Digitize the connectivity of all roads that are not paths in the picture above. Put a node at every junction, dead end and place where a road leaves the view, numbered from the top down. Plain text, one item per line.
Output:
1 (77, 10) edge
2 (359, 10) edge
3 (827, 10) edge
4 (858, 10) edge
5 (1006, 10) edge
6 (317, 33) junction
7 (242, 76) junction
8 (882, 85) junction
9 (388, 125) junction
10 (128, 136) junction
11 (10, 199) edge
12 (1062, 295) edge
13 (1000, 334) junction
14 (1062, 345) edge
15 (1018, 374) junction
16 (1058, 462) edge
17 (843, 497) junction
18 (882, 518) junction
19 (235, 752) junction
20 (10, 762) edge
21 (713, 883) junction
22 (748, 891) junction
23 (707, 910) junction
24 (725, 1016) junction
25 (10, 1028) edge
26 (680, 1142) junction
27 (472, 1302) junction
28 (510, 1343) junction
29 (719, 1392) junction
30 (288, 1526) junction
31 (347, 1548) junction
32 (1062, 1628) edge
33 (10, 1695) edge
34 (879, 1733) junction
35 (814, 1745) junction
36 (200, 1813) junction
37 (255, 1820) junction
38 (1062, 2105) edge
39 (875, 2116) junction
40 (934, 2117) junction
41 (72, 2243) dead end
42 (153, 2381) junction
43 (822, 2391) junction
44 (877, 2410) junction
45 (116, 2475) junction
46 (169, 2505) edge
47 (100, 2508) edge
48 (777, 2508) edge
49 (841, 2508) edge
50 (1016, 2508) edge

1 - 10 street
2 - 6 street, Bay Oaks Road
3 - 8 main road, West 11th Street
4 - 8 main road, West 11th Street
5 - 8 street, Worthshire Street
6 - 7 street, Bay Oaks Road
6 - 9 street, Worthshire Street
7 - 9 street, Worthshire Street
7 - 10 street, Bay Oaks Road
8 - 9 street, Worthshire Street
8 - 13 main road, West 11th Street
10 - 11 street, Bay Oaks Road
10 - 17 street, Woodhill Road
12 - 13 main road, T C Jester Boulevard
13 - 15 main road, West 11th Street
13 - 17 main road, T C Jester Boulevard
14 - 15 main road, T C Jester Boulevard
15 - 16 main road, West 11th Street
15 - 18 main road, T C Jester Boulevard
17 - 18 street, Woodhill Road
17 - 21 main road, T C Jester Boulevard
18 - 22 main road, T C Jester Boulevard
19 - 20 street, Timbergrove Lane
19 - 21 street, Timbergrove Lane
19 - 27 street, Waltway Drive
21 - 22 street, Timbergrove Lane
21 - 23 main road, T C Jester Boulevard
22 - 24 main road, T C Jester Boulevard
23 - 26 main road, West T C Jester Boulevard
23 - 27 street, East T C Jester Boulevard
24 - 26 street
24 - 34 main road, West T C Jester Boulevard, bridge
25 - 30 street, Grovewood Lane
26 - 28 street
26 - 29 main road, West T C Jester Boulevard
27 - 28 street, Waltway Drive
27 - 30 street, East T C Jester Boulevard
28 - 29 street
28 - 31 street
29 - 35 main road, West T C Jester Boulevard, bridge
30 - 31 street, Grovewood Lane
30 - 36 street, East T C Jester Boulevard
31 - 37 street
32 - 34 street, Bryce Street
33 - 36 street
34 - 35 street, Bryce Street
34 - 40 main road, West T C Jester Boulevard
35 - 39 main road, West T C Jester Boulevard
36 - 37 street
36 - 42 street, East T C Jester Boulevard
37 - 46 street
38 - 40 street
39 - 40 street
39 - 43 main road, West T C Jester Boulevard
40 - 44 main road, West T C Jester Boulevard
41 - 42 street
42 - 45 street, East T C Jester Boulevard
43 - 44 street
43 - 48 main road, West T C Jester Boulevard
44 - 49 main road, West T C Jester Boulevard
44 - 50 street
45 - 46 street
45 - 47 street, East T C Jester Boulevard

**********

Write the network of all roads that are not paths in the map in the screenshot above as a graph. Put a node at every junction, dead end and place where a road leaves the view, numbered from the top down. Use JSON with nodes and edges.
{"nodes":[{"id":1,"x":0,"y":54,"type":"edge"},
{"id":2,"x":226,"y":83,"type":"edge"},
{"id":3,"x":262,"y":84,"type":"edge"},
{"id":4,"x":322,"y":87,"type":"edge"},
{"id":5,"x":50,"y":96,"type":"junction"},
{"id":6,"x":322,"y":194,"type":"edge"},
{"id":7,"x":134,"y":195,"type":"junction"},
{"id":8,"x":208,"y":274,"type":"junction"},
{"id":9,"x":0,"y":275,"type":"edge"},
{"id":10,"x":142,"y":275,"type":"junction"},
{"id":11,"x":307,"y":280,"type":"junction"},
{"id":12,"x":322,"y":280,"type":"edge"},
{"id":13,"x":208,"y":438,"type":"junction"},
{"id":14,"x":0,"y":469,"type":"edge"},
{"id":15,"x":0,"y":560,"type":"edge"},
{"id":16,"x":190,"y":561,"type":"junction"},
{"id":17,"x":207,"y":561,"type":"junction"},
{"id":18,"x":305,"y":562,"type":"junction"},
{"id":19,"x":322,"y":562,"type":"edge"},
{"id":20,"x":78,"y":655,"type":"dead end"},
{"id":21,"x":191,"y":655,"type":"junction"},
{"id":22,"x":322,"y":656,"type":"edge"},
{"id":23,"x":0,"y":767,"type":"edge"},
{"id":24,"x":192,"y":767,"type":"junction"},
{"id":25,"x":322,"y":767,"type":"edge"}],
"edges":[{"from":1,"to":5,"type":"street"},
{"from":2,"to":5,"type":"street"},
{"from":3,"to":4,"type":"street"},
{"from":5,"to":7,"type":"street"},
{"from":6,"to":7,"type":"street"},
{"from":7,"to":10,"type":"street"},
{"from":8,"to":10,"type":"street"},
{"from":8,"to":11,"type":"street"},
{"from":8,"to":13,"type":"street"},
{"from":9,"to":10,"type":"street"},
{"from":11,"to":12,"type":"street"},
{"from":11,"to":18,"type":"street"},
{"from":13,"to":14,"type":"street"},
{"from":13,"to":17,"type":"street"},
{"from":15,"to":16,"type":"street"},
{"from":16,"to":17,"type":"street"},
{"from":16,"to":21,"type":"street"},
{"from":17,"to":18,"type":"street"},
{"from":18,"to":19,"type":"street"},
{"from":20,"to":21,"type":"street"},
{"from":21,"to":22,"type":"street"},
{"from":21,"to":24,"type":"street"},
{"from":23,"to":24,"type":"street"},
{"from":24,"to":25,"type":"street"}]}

**********

◆ The problem:
Would you please return all lines from the listing above that contain "down"?

◆ Final answer:
Digitize the connectivity of all roads that are not paths in the picture above. Put a node at every junction, dead end and place where a road leaves the view, numbered from the top down. Plain text, one item per line.
Write the network of all roads that are not paths in the map in the screenshot above as a graph. Put a node at every junction, dead end and place where a road leaves the view, numbered from the top down. Use JSON with nodes and edges.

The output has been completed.